Jeanne ne savait pas pourquoi elle suçait son pouce. Lorsque ses parents recevaient du monde, ils aimaient à la ridiculiser en lançant des hypothèses tout azimut.  Le seul personnage qui lui parut presque plus humain et qui osa s’attaquer à ses parents fut un psychologue qui demanda à sa mère si dans l’enfance de sa fille elle n’avait pas un peu trop exigé d’elle, comme de bien travailler à l'école, de ranger sa chambre, d’être trop sage... car selon lui, Le pouce sert à rappeler aux parents qu’ils vont un peu vite en besogne parfois avec les enfants et que ceux-ci veulent grandir à leur rythme.

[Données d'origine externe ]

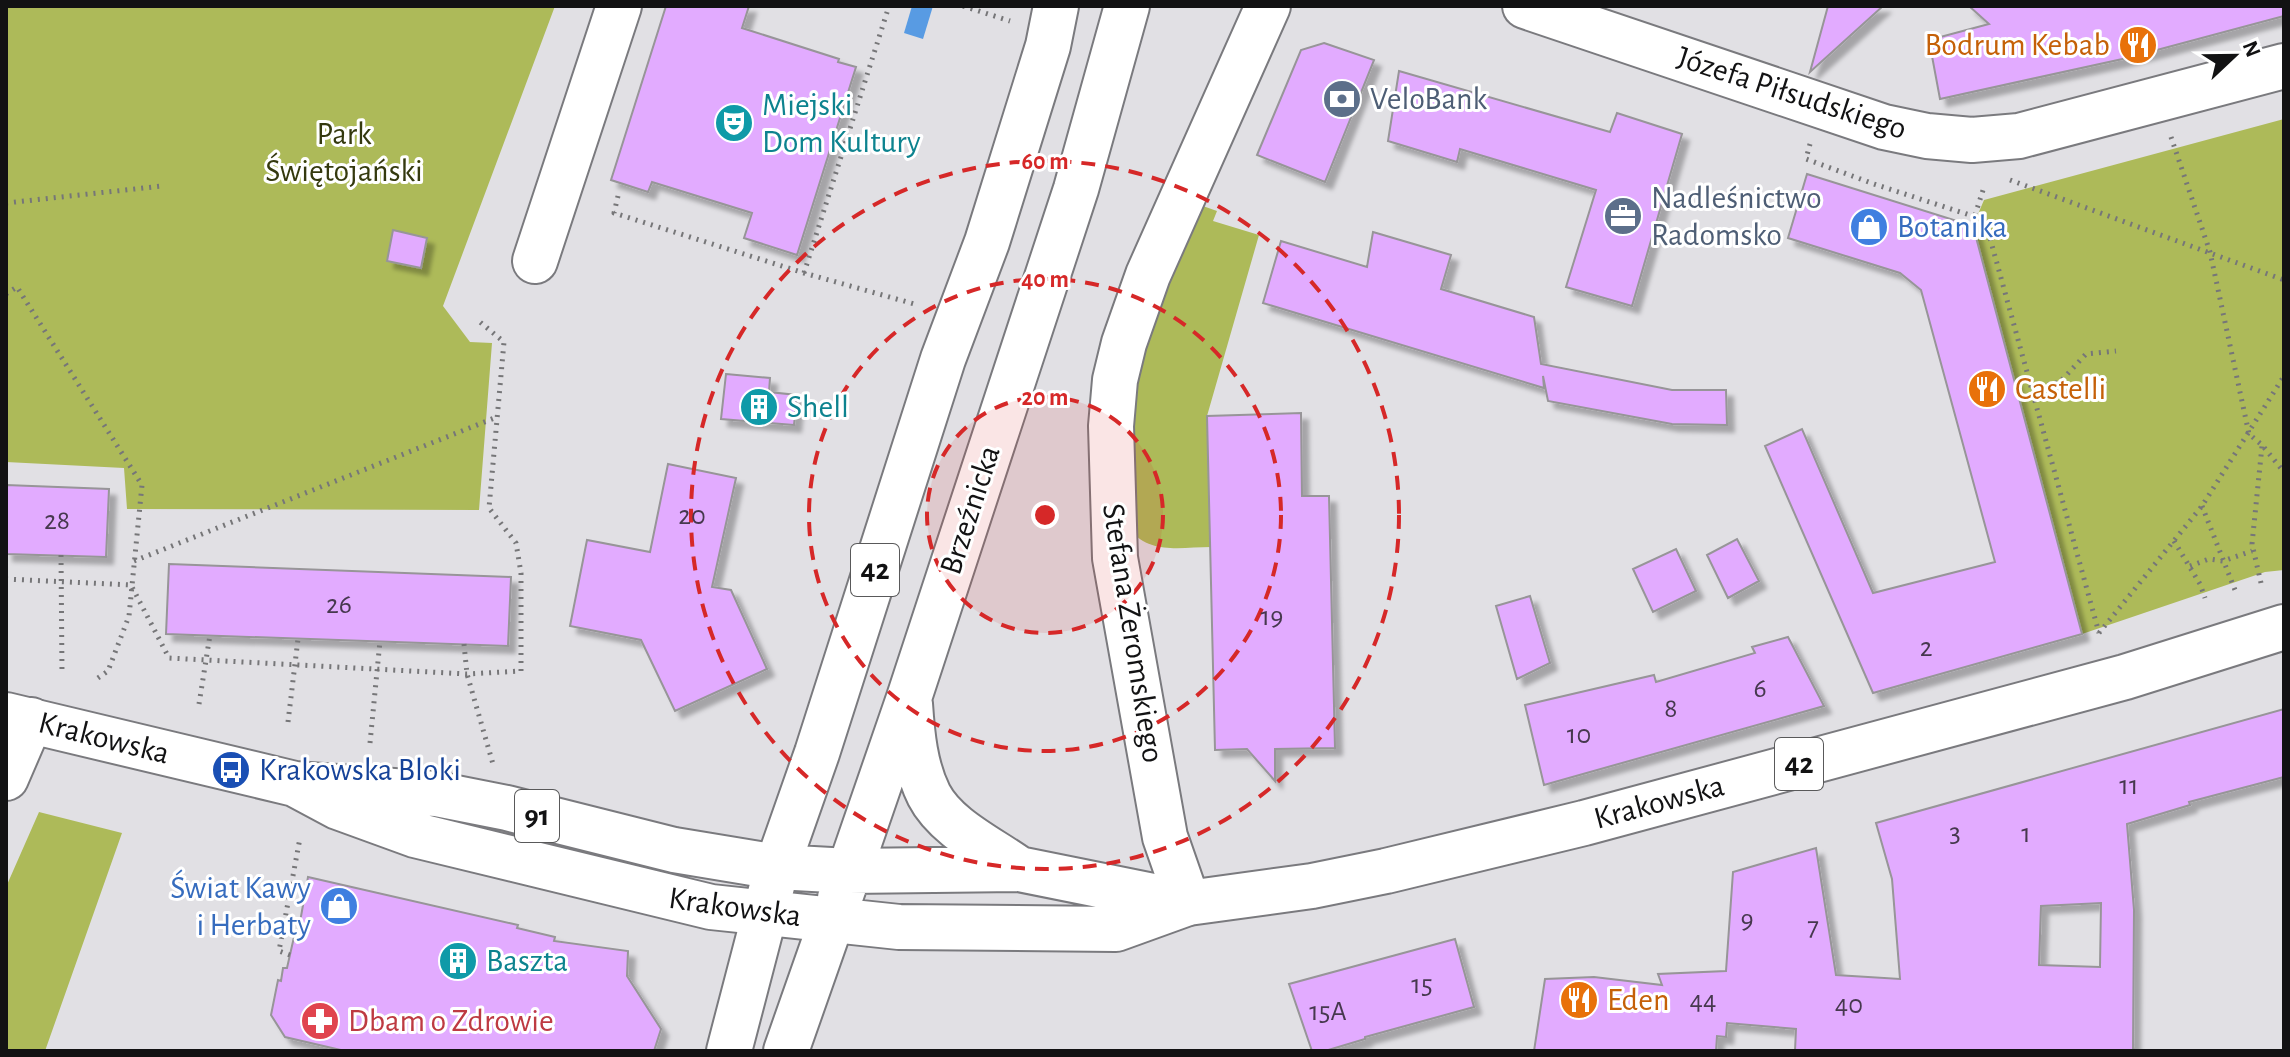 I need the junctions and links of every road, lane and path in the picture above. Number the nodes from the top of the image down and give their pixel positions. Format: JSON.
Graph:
{"nodes":[{"id":1,"x":619,"y":6,"type":"edge"},
{"id":2,"x":889,"y":6,"type":"edge"},
{"id":3,"x":963,"y":6,"type":"edge"},
{"id":4,"x":1127,"y":6,"type":"edge"},
{"id":5,"x":1268,"y":6,"type":"edge"},
{"id":6,"x":1525,"y":6,"type":"edge"},
{"id":7,"x":1039,"y":16,"type":"edge"},
{"id":8,"x":2284,"y":66,"type":"edge"},
{"id":9,"x":2171,"y":136,"type":"dead end"},
{"id":10,"x":1811,"y":143,"type":"dead end"},
{"id":11,"x":2010,"y":180,"type":"dead end"},
{"id":12,"x":162,"y":186,"type":"dead end"},
{"id":13,"x":1984,"y":187,"type":"dead end"},
{"id":14,"x":618,"y":196,"type":"dead end"},
{"id":15,"x":6,"y":203,"type":"edge"},
{"id":16,"x":1975,"y":215,"type":"junction"},
{"id":17,"x":2210,"y":252,"type":"junction"},
{"id":18,"x":535,"y":261,"type":"dead end"},
{"id":19,"x":804,"y":273,"type":"junction"},
{"id":20,"x":2284,"y":280,"type":"edge"},
{"id":21,"x":6,"y":294,"type":"edge"},
{"id":22,"x":918,"y":305,"type":"dead end"},
{"id":23,"x":480,"y":322,"type":"dead end"},
{"id":24,"x":2116,"y":351,"type":"dead end"},
{"id":25,"x":2284,"y":376,"type":"edge"},
{"id":26,"x":2032,"y":389,"type":"junction"},
{"id":27,"x":497,"y":417,"type":"junction"},
{"id":28,"x":2249,"y":434,"type":"junction"},
{"id":29,"x":2262,"y":445,"type":"junction"},
{"id":30,"x":2284,"y":472,"type":"edge"},
{"id":31,"x":2202,"y":506,"type":"junction"},
{"id":32,"x":2174,"y":541,"type":"junction"},
{"id":33,"x":2252,"y":551,"type":"junction"},
{"id":34,"x":61,"y":555,"type":"dead end"},
{"id":35,"x":134,"y":561,"type":"junction"},
{"id":36,"x":2223,"y":561,"type":"junction"},
{"id":37,"x":2190,"y":566,"type":"junction"},
{"id":38,"x":6,"y":579,"type":"edge"},
{"id":39,"x":61,"y":581,"type":"junction"},
{"id":40,"x":2261,"y":583,"type":"dead end"},
{"id":41,"x":131,"y":585,"type":"junction"},
{"id":42,"x":2235,"y":590,"type":"dead end"},
{"id":43,"x":2205,"y":598,"type":"dead end"},
{"id":44,"x":210,"y":635,"type":"dead end"},
{"id":45,"x":2276,"y":636,"type":"edge"},
{"id":46,"x":298,"y":639,"type":"dead end"},
{"id":47,"x":380,"y":641,"type":"dead end"},
{"id":48,"x":464,"y":644,"type":"dead end"},
{"id":49,"x":208,"y":660,"type":"junction"},
{"id":50,"x":295,"y":665,"type":"junction"},
{"id":51,"x":377,"y":670,"type":"junction"},
{"id":52,"x":62,"y":673,"type":"dead end"},
{"id":53,"x":467,"y":674,"type":"junction"},
{"id":54,"x":95,"y":680,"type":"dead end"},
{"id":55,"x":909,"y":698,"type":"junction"},
{"id":56,"x":199,"y":704,"type":"dead end"},
{"id":57,"x":19,"y":717,"type":"edge"},
{"id":58,"x":288,"y":722,"type":"dead end"},
{"id":59,"x":370,"y":743,"type":"dead end"},
{"id":60,"x":495,"y":771,"type":"dead end"},
{"id":61,"x":6,"y":778,"type":"edge"},
{"id":62,"x":295,"y":784,"type":"junction"},
{"id":63,"x":300,"y":838,"type":"dead end"},
{"id":64,"x":777,"y":867,"type":"junction"},
{"id":65,"x":1019,"y":869,"type":"junction"},
{"id":66,"x":849,"y":871,"type":"junction"},
{"id":67,"x":1188,"y":903,"type":"junction"},
{"id":68,"x":764,"y":913,"type":"junction"},
{"id":69,"x":832,"y":920,"type":"junction"},
{"id":70,"x":290,"y":955,"type":"dead end"},
{"id":71,"x":729,"y":1051,"type":"edge"},
{"id":72,"x":786,"y":1051,"type":"edge"}],
"edges":[{"from":1,"to":18,"type":"main road"},
{"from":2,"to":19,"type":"path"},
{"from":3,"to":7,"type":"path"},
{"from":4,"to":55,"type":"main road","name":"Brzeźnicka","number":"42"},
{"from":5,"to":67,"type":"main road","name":"Stefana Żeromskiego"},
{"from":6,"to":8,"type":"main road","name":"Józefa Piłsudskiego"},
{"from":7,"to":64,"type":"main road","number":"42"},
{"from":9,"to":17,"type":"path"},
{"from":10,"to":16,"type":"path"},
{"from":11,"to":17,"type":"path"},
{"from":12,"to":15,"type":"path"},
{"from":13,"to":16,"type":"path"},
{"from":14,"to":19,"type":"path"},
{"from":16,"to":26,"type":"path"},
{"from":17,"to":20,"type":"path"},
{"from":17,"to":28,"type":"path"},
{"from":19,"to":22,"type":"path"},
{"from":21,"to":35,"type":"path"},
{"from":23,"to":27,"type":"path"},
{"from":24,"to":26,"type":"path"},
{"from":25,"to":28,"type":"path"},
{"from":26,"to":32,"type":"path"},
{"from":27,"to":35,"type":"path"},
{"from":27,"to":53,"type":"path"},
{"from":28,"to":29,"type":"path"},
{"from":28,"to":31,"type":"path"},
{"from":29,"to":30,"type":"path"},
{"from":29,"to":33,"type":"path"},
{"from":31,"to":32,"type":"path"},
{"from":31,"to":36,"type":"path"},
{"from":32,"to":37,"type":"path"},
{"from":33,"to":36,"type":"path"},
{"from":33,"to":40,"type":"path"},
{"from":34,"to":39,"type":"path"},
{"from":35,"to":41,"type":"path"},
{"from":36,"to":37,"type":"path"},
{"from":36,"to":42,"type":"path"},
{"from":37,"to":43,"type":"path"},
{"from":38,"to":39,"type":"path"},
{"from":39,"to":41,"type":"path"},
{"from":39,"to":52,"type":"path"},
{"from":41,"to":49,"type":"path"},
{"from":41,"to":54,"type":"path"},
{"from":44,"to":49,"type":"path"},
{"from":45,"to":67,"type":"main road","name":"Krakowska","number":"42"},
{"from":46,"to":50,"type":"path"},
{"from":47,"to":51,"type":"path"},
{"from":48,"to":53,"type":"path"},
{"from":49,"to":50,"type":"path"},
{"from":49,"to":56,"type":"path"},
{"from":50,"to":51,"type":"path"},
{"from":50,"to":58,"type":"path"},
{"from":51,"to":53,"type":"path"},
{"from":51,"to":59,"type":"path"},
{"from":53,"to":60,"type":"path"},
{"from":55,"to":65,"type":"main road"},
{"from":55,"to":66,"type":"main road","name":"Brzeźnicka","number":"42"},
{"from":57,"to":61,"type":"main road"},
{"from":57,"to":62,"type":"main road","name":"Krakowska","number":"91"},
{"from":62,"to":64,"type":"main road","name":"Krakowska","number":"91"},
{"from":62,"to":68,"type":"main road","name":"Krakowska","number":"91"},
{"from":63,"to":70,"type":"path"},
{"from":64,"to":66,"type":"main road","name":"Krakowska","number":"91"},
{"from":64,"to":68,"type":"main road","number":"42"},
{"from":65,"to":66,"type":"main road","name":"Krakowska","number":"91"},
{"from":65,"to":67,"type":"main road","name":"Krakowska","number":"91"},
{"from":66,"to":69,"type":"main road","name":"Brzeźnicka"},
{"from":67,"to":69,"type":"main road","name":"Krakowska","number":"42"},
{"from":68,"to":69,"type":"main road","name":"Krakowska","number":"42"},
{"from":68,"to":71,"type":"main road"},
{"from":69,"to":72,"type":"main road","name":"Brzeźnicka"}]}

Jeanne avait bien aimé cette théorie, plus lumineuse selon elle que celle qui consistait à dire qu’elle devait manquer de confiance en elle  et qu’elle avait alors du mal à aller de l'avant, et par la même, conservait des réflexes archaïques pour se rassurer…

 

Avec l’adolescence, il faut bien l’admettre, et devant la pression du monde extérieur qu’elle redoutait tant, Jeanne se décida enfin à faire quelque chose. Le jour où elle en eut vraiment honte, elle mit une chaussette sur sa main pour dormir. Car Jeanne, à cette époque, ne suçait plus son pouce la journée, seulement la nuit. Mais la nuit, elle ne maîtrisait pas. Ce qu’elle savait, c’est qu’en se réveillant le matin, la chaussette avait disparu de son pouce et que celui-ci était bien humide… Mais elle persista et son besoin de succion s’estompa graduellement et naturellement. Son sevrage était terminé… quoique…à peine 6 mois plus tard, Jeanne tomba dans une autre dépendance, celle de la clope !

 

Puis Jeanne connut le grand amour, la passion, celle qui vous procure un état de grâce permanent et indescriptible, puis qui vous déchire chacun des membres du corps une fois que tout est fini.

 

Seule, vidée de tout contact charnel dans ses draps bleus, elle céda à la tentation, et la reprise de son pouce lui procura alors dans le corps une libération d'endorphines telle (appelées aussi hormones du bonheur) que Jeanne, malgré l’échec de sa vie amoureuse, retrouva enfin la sérénité et la force d’avancer.

 

Jeanne, le palais défoncé, les seules dents qui lui restaient, presque totalement à la verticale de ses lèvres sèches, rigolait doucement dans son vieux fauteuil en se remémorant tous ces évènements… A 80 ans, elle n’était pas prête d’abandonner son pouce, même si elle faisait quelque peu fuir ses enfants et petits-enfants apeurés par sa dentition de sorcière…

 

Et on l’enterrerait, le pouce dans la bouche ! C’était sa dernière volonté.